(Information provided Opens)

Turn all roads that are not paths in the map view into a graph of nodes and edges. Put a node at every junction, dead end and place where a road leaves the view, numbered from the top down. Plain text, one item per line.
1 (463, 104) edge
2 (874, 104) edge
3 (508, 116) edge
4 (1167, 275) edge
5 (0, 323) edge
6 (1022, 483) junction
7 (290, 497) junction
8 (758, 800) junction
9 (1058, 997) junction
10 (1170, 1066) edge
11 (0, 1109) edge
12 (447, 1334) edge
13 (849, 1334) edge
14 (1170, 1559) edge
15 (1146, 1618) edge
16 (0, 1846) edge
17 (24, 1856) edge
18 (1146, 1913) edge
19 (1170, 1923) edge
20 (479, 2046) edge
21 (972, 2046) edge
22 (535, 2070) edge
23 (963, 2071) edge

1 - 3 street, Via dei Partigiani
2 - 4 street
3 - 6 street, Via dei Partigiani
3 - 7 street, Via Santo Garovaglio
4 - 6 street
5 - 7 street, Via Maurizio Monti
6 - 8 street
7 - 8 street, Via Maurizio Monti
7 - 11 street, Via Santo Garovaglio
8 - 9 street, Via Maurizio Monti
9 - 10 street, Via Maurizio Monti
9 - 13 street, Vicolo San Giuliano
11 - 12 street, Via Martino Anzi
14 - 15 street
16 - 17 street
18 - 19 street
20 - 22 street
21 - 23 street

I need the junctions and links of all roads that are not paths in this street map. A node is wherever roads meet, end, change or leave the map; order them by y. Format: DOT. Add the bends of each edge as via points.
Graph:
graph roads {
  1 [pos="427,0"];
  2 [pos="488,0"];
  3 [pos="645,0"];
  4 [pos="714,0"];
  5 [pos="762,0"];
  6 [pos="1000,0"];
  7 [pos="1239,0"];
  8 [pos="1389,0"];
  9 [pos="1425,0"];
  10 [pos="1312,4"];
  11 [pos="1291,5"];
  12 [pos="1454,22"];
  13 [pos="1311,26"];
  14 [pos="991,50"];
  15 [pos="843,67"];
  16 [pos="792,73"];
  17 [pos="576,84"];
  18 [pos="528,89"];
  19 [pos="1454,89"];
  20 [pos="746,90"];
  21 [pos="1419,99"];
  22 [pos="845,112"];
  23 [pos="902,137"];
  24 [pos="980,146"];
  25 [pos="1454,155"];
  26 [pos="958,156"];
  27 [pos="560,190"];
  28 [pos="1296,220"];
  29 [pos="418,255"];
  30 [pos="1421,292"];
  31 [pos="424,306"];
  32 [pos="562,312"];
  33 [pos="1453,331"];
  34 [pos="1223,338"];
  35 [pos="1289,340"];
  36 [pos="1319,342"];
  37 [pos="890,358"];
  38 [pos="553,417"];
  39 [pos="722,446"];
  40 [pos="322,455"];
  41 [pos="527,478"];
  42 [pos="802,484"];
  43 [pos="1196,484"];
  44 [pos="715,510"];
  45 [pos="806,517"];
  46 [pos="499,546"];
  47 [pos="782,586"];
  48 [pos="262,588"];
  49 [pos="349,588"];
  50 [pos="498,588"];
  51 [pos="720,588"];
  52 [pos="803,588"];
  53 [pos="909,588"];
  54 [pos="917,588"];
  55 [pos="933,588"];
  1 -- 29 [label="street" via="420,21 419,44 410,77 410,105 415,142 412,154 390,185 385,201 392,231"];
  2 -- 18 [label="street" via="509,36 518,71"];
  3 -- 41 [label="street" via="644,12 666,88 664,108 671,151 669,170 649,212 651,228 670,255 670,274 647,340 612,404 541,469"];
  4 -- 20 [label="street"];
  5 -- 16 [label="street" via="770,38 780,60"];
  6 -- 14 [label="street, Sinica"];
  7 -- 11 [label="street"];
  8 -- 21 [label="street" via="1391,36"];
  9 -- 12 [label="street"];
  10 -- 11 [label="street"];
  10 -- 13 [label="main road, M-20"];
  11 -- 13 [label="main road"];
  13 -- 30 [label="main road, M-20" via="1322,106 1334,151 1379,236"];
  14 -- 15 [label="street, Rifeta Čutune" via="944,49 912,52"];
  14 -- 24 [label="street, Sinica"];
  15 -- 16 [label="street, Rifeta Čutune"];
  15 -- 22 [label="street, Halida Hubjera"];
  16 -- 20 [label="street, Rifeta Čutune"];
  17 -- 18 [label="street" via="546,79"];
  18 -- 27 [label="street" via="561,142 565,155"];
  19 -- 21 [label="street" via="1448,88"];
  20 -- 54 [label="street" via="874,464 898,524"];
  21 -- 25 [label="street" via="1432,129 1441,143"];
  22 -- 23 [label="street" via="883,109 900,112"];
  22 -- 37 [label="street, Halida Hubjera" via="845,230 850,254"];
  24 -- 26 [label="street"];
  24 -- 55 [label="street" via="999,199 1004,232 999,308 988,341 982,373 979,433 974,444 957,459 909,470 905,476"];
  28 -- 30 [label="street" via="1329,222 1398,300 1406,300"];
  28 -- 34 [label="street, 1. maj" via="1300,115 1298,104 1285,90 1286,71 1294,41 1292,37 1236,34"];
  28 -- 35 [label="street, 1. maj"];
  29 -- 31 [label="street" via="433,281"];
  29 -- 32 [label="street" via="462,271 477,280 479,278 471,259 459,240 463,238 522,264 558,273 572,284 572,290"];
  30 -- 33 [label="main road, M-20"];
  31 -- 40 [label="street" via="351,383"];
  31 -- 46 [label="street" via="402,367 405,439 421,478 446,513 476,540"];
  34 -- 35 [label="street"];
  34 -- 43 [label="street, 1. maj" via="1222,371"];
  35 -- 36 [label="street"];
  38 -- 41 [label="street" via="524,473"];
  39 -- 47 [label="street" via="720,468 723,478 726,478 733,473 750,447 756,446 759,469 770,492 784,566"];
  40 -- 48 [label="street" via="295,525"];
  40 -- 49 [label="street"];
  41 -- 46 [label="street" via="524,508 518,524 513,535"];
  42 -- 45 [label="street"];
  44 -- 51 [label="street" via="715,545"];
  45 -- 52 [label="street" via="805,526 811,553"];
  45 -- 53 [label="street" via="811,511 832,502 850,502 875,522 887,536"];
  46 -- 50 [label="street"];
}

(Information provided Closes)

Whenever a line of the listing above holds the word "Sinica", copy that line.

  6 -- 14 [label="street, Sinica"];
  14 -- 24 [label="street, Sinica"];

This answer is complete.